====== DATA SHOWN ======

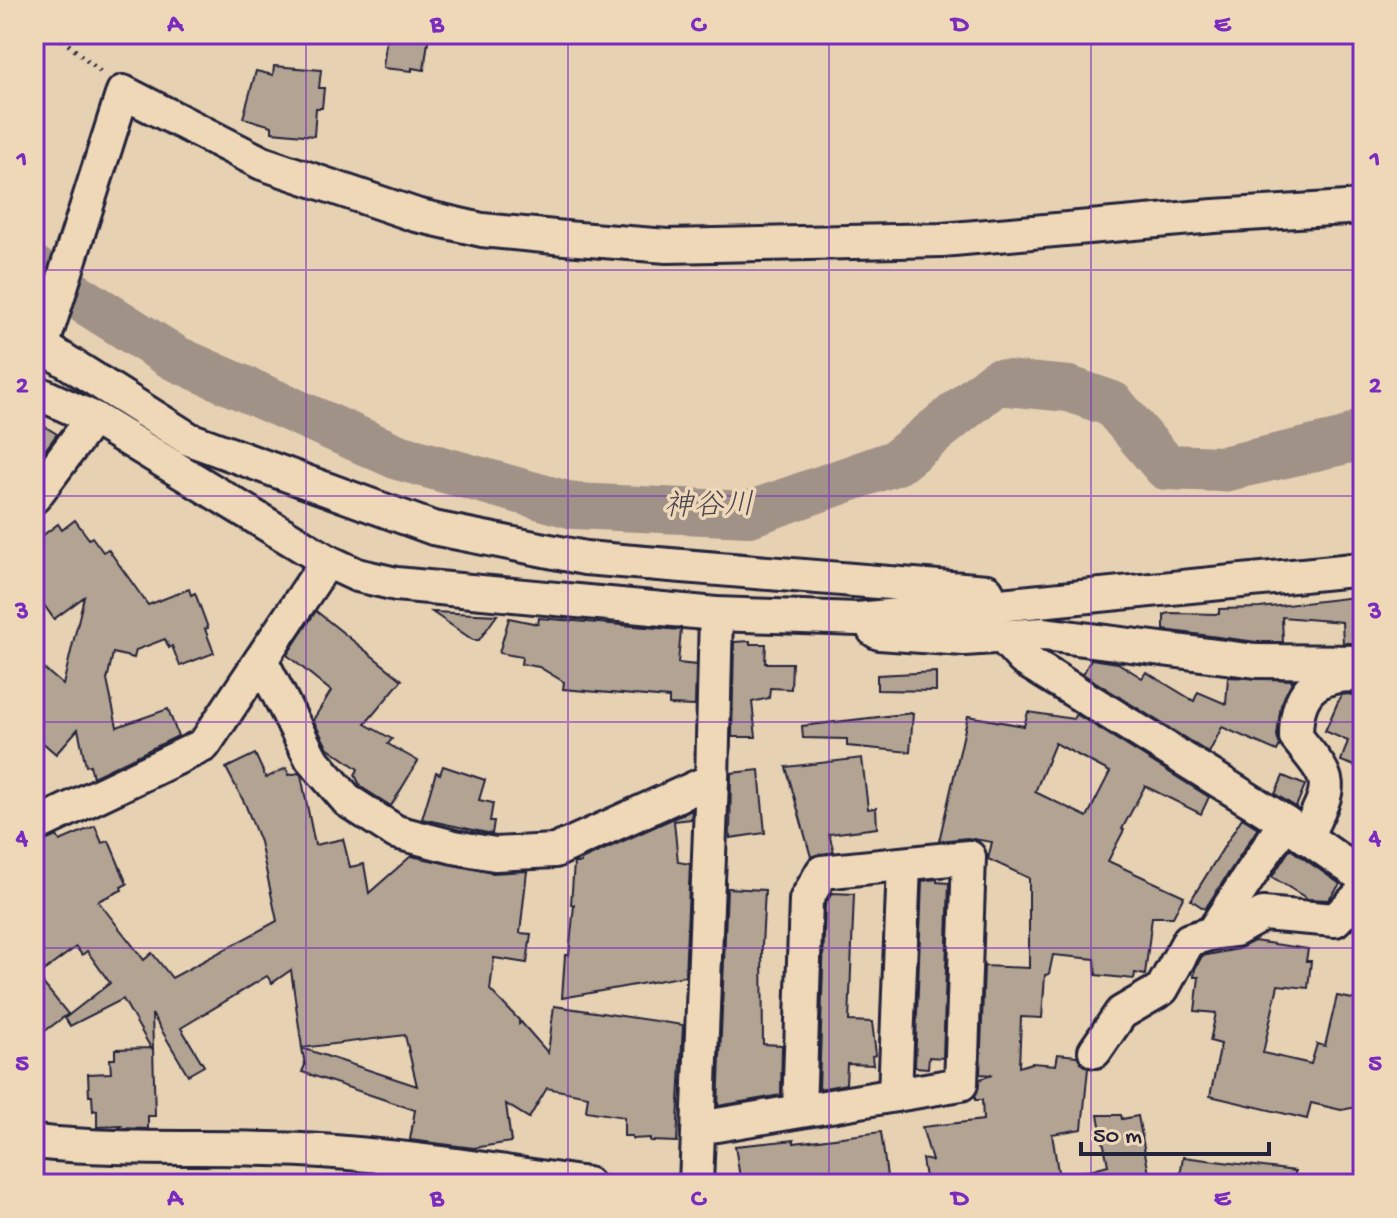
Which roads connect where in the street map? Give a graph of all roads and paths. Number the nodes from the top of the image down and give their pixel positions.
1 (56, 34) edge
2 (122, 95) junction
3 (1363, 207) edge
4 (37, 345) edge
5 (34, 391) edge
6 (93, 418) junction
7 (34, 497) edge
8 (327, 561) junction
9 (1363, 569) edge
10 (1008, 603) junction
11 (716, 614) junction
12 (858, 619) junction
13 (1002, 636) junction
14 (261, 660) junction
15 (1363, 662) edge
16 (1363, 675) edge
17 (712, 780) junction
18 (34, 826) edge
19 (1296, 829) junction
20 (904, 864) junction
21 (1363, 877) edge
22 (1363, 892) edge
23 (1212, 933) junction
24 (1095, 1051) dead end
25 (895, 1095) junction
26 (799, 1111) junction
27 (699, 1128) junction
28 (34, 1142) edge
29 (408, 1171) edge
30 (587, 1184) edge
31 (696, 1184) edge

1 - 2 path
2 - 3 street
2 - 4 street
4 - 10 street
5 - 6 street
6 - 7 street
6 - 8 street
8 - 11 street
8 - 14 street
9 - 10 street
10 - 12 street
11 - 12 street
11 - 17 street
12 - 13 street
13 - 15 street
13 - 19 street
14 - 17 street
14 - 18 street
16 - 19 street
17 - 27 street
19 - 21 street
19 - 23 street
20 - 25 street
20 - 25 street
20 - 26 street
22 - 23 street
23 - 24 street
25 - 26 street
26 - 27 street
27 - 31 street
28 - 29 street
29 - 30 street

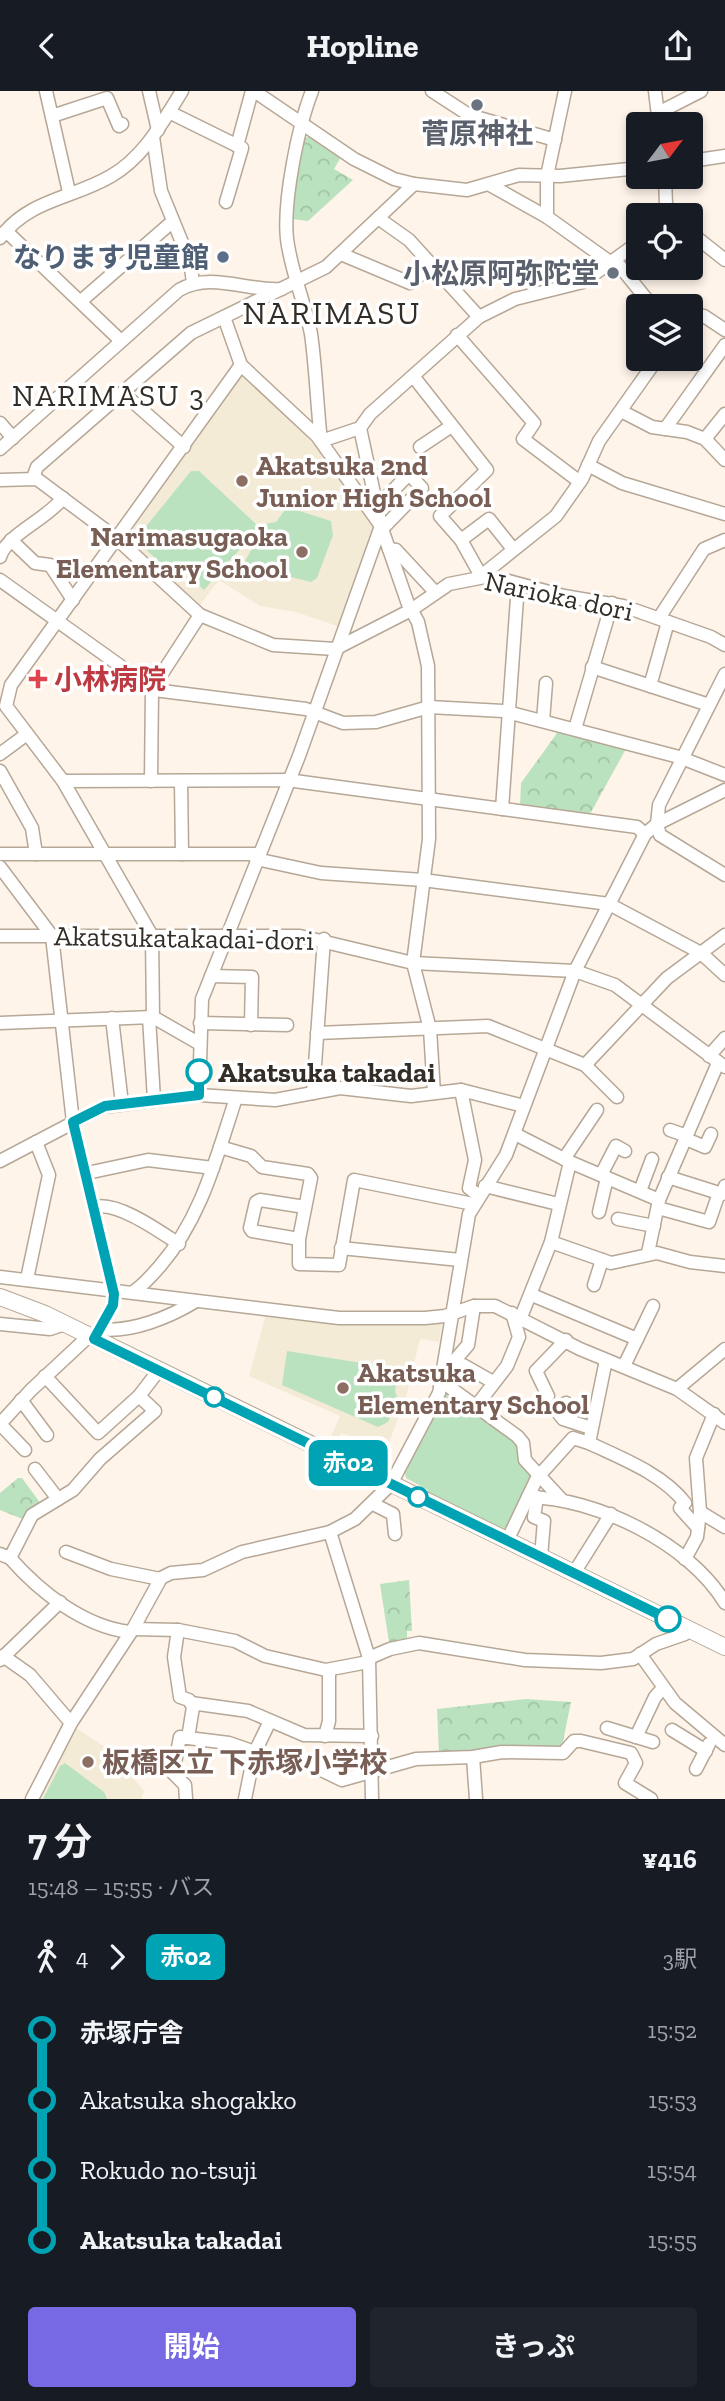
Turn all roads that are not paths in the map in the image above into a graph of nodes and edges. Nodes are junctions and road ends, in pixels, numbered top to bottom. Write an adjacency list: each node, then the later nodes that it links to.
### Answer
1 (46, 91): 13 (street)
2 (149, 91): 16 (street)
3 (182, 91): 10 (street)
4 (253, 91): 15 (street); 18 (street)
5 (312, 91): 15 (street)
6 (432, 91): 17 (street)
7 (565, 91): 17 (street)
8 (655, 91): 11 (street)
9 (701, 91): 12 (street)
10 (169, 112): 16 (street); 18 (street)
11 (657, 112)
12 (669, 112)
13 (52, 116): 14 (street); 25 (street)
14 (122, 124)
15 (302, 125): 23 (street); 38 (street)
16 (155, 134): 25 (street); 29 (street)
17 (555, 140): 22 (street)
18 (237, 146): 26 (street)
19 (725, 156): 20 (street)
20 (704, 159)
21 (626, 169): 22 (street)
22 (547, 176): 24 (street); 27 (street)
23 (414, 184): 24 (street); 28 (street)
24 (490, 185): 27 (street)
25 (69, 192): 30 (street)
26 (226, 202)
27 (547, 217): 35 (street)
28 (378, 218): 33 (street); 36 (street)
29 (172, 222): 37 (street); 40 (street)
30 (3, 234): 40 (street)
31 (703, 243): 34 (street)
32 (626, 251): 35 (street)
33 (341, 254): 36 (street); 38 (street)
34 (725, 260)
35 (613, 261): 39 (street); 43 (street)
36 (432, 265): 43 (street)
37 (193, 282): 38 (street); 46 (street)
38 (292, 287): 42 (street); 60 (street)
39 (642, 294)
40 (80, 301): 46 (street)
41 (703, 316): 44 (street)
42 (224, 317): 48 (street); 51 (street)
43 (480, 317): 45 (street)
44 (725, 330)
45 (457, 335): 50 (street); 68 (street)
46 (121, 341): 58 (street)
47 (725, 345): 57 (street)
48 (241, 365): 60 (street); 61 (street)
49 (649, 371): 52 (street)
50 (413, 376): 55 (street); 56 (street)
51 (123, 393): 61 (street); 66 (street)
52 (621, 411): 57 (street); 65 (street)
53 (725, 414): 59 (street)
54 (0, 423): 58 (street)
55 (450, 426): 62 (street); 75 (street)
56 (360, 428): 60 (street); 70 (street)
57 (665, 429): 59 (street)
58 (13, 438): 63 (street)
59 (705, 439): 64 (street)
60 (321, 441): 72 (street)
61 (184, 447): 73 (street)
62 (420, 447)
63 (0, 449)
64 (725, 460)
65 (588, 465): 68 (street); 71 (street)
66 (33, 478): 67 (street); 69 (street)
67 (0, 480)
68 (580, 482): 78 (street)
69 (63, 498): 73 (street); 74 (street)
70 (377, 507): 72 (street); 72 (street)
71 (725, 514)
72 (381, 528): 77 (street); 91 (street)
73 (118, 539): 84 (street); 87 (street)
74 (11, 540): 79 (street); 84 (street)
75 (461, 540): 78 (street); 80 (street)
76 (725, 540): 88 (street)
77 (389, 549): 83 (street); 86 (street)
78 (513, 549): 80 (street)
79 (0, 557)
80 (481, 576): 82 (street, Narioka dori); 83 (street, Narioka dori)
81 (0, 580): 89 (street)
82 (518, 583): 85 (street, Narioka dori); 101 (street)
83 (435, 592): 86 (street, Narioka dori)
84 (73, 600): 89 (street)
85 (611, 603): 88 (street, Narioka dori); 92 (street)
86 (411, 610): 91 (street, Narioka dori); 99 (street)
87 (200, 615): 91 (street); 96 (street)
88 (664, 620): 90 (street, Narioka dori); 95 (street)
89 (57, 622): 96 (street); 98 (street)
90 (725, 645)
91 (335, 649): 100 (street)
92 (592, 667): 95 (street); 103 (street)
93 (725, 674): 97 (street)
94 (547, 683): 102 (street)
95 (650, 686): 97 (street)
96 (152, 689): 100 (street); 111 (street)
97 (709, 705): 106 (street)
98 (3, 706): 104 (street)
99 (429, 707): 100 (street); 101 (street); 114 (street)
100 (314, 712): 109 (street)
101 (508, 712): 102 (street); 115 (street)
102 (543, 721): 103 (street)
103 (575, 730): 106 (street)
104 (27, 734): 105 (street); 110 (street)
105 (0, 754)
106 (683, 758): 108 (street); 116 (street)
107 (0, 771): 119 (street)
108 (725, 775)
109 (287, 780): 112 (street); 114 (street); 122 (street)
110 (63, 781): 111 (street); 120 (street)
111 (151, 781): 112 (street)
112 (181, 781): 121 (street)
113 (725, 790): 116 (street)
114 (430, 799): 115 (street); 125 (street)
115 (502, 809): 117 (street)
116 (657, 824): 117 (street); 124 (street)
117 (645, 834): 126 (street)
118 (0, 854): 119 (street)
119 (36, 854): 120 (street)
120 (105, 854): 121 (street); 130 (street)
121 (182, 854): 122 (street)
122 (257, 856): 125 (street); 131 (street)
123 (0, 867): 129 (street)
124 (725, 875)
125 (423, 880): 126 (street); 134 (street)
126 (609, 904): 133 (street); 135 (street)
127 (725, 935): 133 (street)
128 (0, 936): 129 (street, Akatsukatakadai-dori)
129 (52, 936): 130 (street, Akatsukatakadai-dori); 141 (street)
130 (152, 936): 131 (street, Akatsukatakadai-dori); 139 (street)
131 (226, 936): 132 (street, Akatsukatakadai-dori); 137 (street)
132 (324, 939): 134 (street, Akatsukatakadai-dori); 147 (street)
133 (701, 953): 136 (street); 138 (street)
134 (413, 963): 135 (street, Akatsukatakadai-dori); 146 (street)
135 (575, 971): 138 (street, Akatsukatakadai-dori); 150 (street)
136 (725, 975)
137 (211, 976): 143 (street); 144 (street)
138 (642, 1006): 151 (street, Akatsukatakadai-dori); 152 (street)
139 (151, 1017): 140 (street); 149 (street); 159 (street)
140 (112, 1019): 141 (street); 160 (street)
141 (62, 1021): 142 (street); 163 (street)
142 (0, 1023)
143 (200, 1023): 144 (street); 149 (street)
144 (251, 1025): 145 (street)
145 (287, 1025)
146 (430, 1029): 147 (street); 150 (street); 155 (street)
147 (317, 1033): 154 (street)
148 (725, 1038): 151 (street)
149 (200, 1044): 156 (street)
150 (547, 1048): 152 (street); 161 (street)
151 (717, 1062): 167 (street)
152 (585, 1065): 157 (street)
153 (461, 1090): 155 (street); 161 (street); 180 (street)
154 (313, 1093): 155 (street); 158 (street)
155 (435, 1093)
156 (199, 1095): 158 (street); 159 (street)
157 (617, 1097)
158 (236, 1098): 169 (street)
159 (154, 1100): 160 (street)
160 (122, 1104): 163 (street)
161 (524, 1106): 165 (street)
162 (597, 1110): 173 (street)
163 (73, 1122): 168 (street); 175 (street)
164 (670, 1130): 167 (street)
165 (514, 1134): 173 (street); 180 (street)
166 (711, 1134): 167 (street)
167 (686, 1138): 177 (street)
168 (36, 1142): 172 (street); 197 (street)
169 (220, 1147): 174 (street); 184 (street)
170 (625, 1151): 176 (street)
171 (652, 1159): 179 (street)
172 (0, 1161)
173 (567, 1161): 176 (street); 181 (street)
174 (213, 1168): 175 (street); 190 (street)
175 (87, 1173): 183 (street)
176 (604, 1177): 179 (street); 185 (street)
177 (668, 1177): 178 (street); 182 (street)
178 (722, 1190): 182 (street)
179 (639, 1191): 182 (street)
180 (479, 1195): 181 (street); 191 (street); 193 (street)
181 (558, 1204): 189 (street)
182 (659, 1204): 187 (street)
183 (95, 1207): 190 (street); 199 (street)
184 (305, 1207): 188 (street); 188 (street)
185 (599, 1212)
186 (618, 1219): 187 (street)
187 (654, 1226): 192 (street)
188 (299, 1239): 191 (street)
189 (551, 1242): 194 (street); 201 (street)
190 (179, 1244): 200 (street)
191 (341, 1248): 193 (street)
192 (648, 1253): 194 (street); 195 (street)
193 (460, 1260): 206 (street)
194 (602, 1260): 198 (street)
195 (725, 1266)
196 (0, 1277): 197 (street)
197 (27, 1279): 199 (street)
198 (594, 1285)
199 (113, 1290): 200 (street); 210 (street)
200 (133, 1292): 203 (street)
201 (532, 1296): 207 (street); 211 (street)
202 (0, 1297): 209 (main road)
203 (196, 1301): 206 (street); 210 (street)
204 (474, 1306): 206 (street); 207 (street); 214 (street)
205 (653, 1306): 211 (street)
206 (451, 1314): 219 (street)
207 (516, 1315): 212 (street); 220 (street)
208 (0, 1324): 209 (street)
209 (65, 1324): 210 (main road)
210 (94, 1335): 217 (main road); 218 (street)
211 (637, 1339): 216 (street)
212 (566, 1340): 215 (street); 223 (street)
213 (725, 1349): 221 (street)
214 (462, 1360): 219 (street); 220 (street)
215 (606, 1360): 216 (street); 230 (street)
216 (624, 1366): 221 (street)
217 (159, 1370): 222 (street); 238 (main road)
218 (45, 1377): 222 (street); 224 (street)
219 (441, 1378): 226 (street); 238 (street)
220 (494, 1382): 226 (street)
221 (677, 1389): 227 (street)
222 (139, 1396): 240 (street)
223 (548, 1396)
224 (21, 1400): 229 (street); 232 (street)
225 (566, 1403): 230 (street)
226 (477, 1405): 237 (street)
227 (713, 1414): 228 (street); 243 (street)
228 (725, 1423)
229 (0, 1424): 235 (street)
230 (591, 1428): 234 (street)
231 (560, 1433): 233 (street)
232 (47, 1435)
233 (573, 1439): 234 (street); 237 (street)
234 (589, 1443): 246 (street)
235 (25, 1450)
236 (35, 1469): 240 (street)
237 (539, 1475): 239 (street); 241 (street)
238 (391, 1484): 242 (street); 249 (main road)
239 (533, 1497): 241 (street); 249 (street); 252 (street)
240 (58, 1499): 251 (street)
241 (562, 1500): 244 (street)
242 (373, 1504): 247 (street); 248 (street)
243 (700, 1512): 245 (street); 246 (street)
244 (611, 1514): 253 (street); 254 (street)
245 (725, 1527)
246 (698, 1528): 253 (street)
247 (329, 1532): 255 (street); 264 (street)
248 (395, 1534)
249 (507, 1541): 252 (main road)
250 (66, 1552): 255 (street)
251 (5, 1556): 256 (street)
252 (541, 1557): 254 (main road)
253 (685, 1559): 257 (street)
254 (574, 1573): 258 (main road)
255 (160, 1579): 260 (street)
256 (60, 1602): 260 (street); 263 (street)
257 (725, 1602)
258 (688, 1629): 261 (main road); 262 (street)
259 (178, 1630): 260 (street); 265 (street); 267 (street)
260 (131, 1631): 269 (street)
261 (725, 1647)
262 (640, 1654): 264 (street); 266 (street)
263 (2, 1659): 269 (street)
264 (369, 1660): 265 (street); 273 (street)
265 (329, 1670): 272 (street)
266 (663, 1688): 274 (street); 275 (street)
267 (191, 1703): 268 (street); 276 (street)
268 (270, 1721): 272 (street); 280 (street)
269 (71, 1723): 284 (street)
270 (607, 1728): 274 (street)
271 (672, 1730): 279 (street)
272 (325, 1736): 273 (street)
273 (372, 1736): 283 (street)
274 (636, 1737): 277 (street)
275 (713, 1737): 278 (street); 279 (street)
276 (188, 1738): 280 (street); 285 (street)
277 (653, 1742)
278 (725, 1745)
279 (706, 1751): 282 (street)
280 (256, 1752): 283 (street); 286 (street)
281 (473, 1757): 283 (street); 288 (street); 289 (street)
282 (696, 1769)
283 (373, 1774): 287 (street)
284 (32, 1799)
285 (186, 1799)
286 (245, 1799)
287 (372, 1799)
288 (476, 1799)
289 (651, 1799)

======

#### WHAT THE TASK ASKS
Can the lines from the start of the records through the line with "Turn all roads" be given again exactly, with the pictures left out?

#### ANSWER FOR THE TASK
Which roads connect where in the street map? Give a graph of all roads and paths. Number the nodes from the top of the image down and give their pixel positions.
1 (56, 34) edge
2 (122, 95) junction
3 (1363, 207) edge
4 (37, 345) edge
5 (34, 391) edge
6 (93, 418) junction
7 (34, 497) edge
8 (327, 561) junction
9 (1363, 569) edge
10 (1008, 603) junction
11 (716, 614) junction
12 (858, 619) junction
13 (1002, 636) junction
14 (261, 660) junction
15 (1363, 662) edge
16 (1363, 675) edge
17 (712, 780) junction
18 (34, 826) edge
19 (1296, 829) junction
20 (904, 864) junction
21 (1363, 877) edge
22 (1363, 892) edge
23 (1212, 933) junction
24 (1095, 1051) dead end
25 (895, 1095) junction
26 (799, 1111) junction
27 (699, 1128) junction
28 (34, 1142) edge
29 (408, 1171) edge
30 (587, 1184) edge
31 (696, 1184) edge

1 - 2 path
2 - 3 street
2 - 4 street
4 - 10 street
5 - 6 street
6 - 7 street
6 - 8 street
8 - 11 street
8 - 14 street
9 - 10 street
10 - 12 street
11 - 12 street
11 - 17 street
12 - 13 street
13 - 15 street
13 - 19 street
14 - 17 street
14 - 18 street
16 - 19 street
17 - 27 street
19 - 21 street
19 - 23 street
20 - 25 street
20 - 25 street
20 - 26 street
22 - 23 street
23 - 24 street
25 - 26 street
26 - 27 street
27 - 31 street
28 - 29 street
29 - 30 street

Turn all roads that are not paths in the map in the image above into a graph of nodes and edges. Nodes are junctions and road ends, in pixels, numbered top to bottom. Write an adjacency list: each node, then the later nodes that it links to.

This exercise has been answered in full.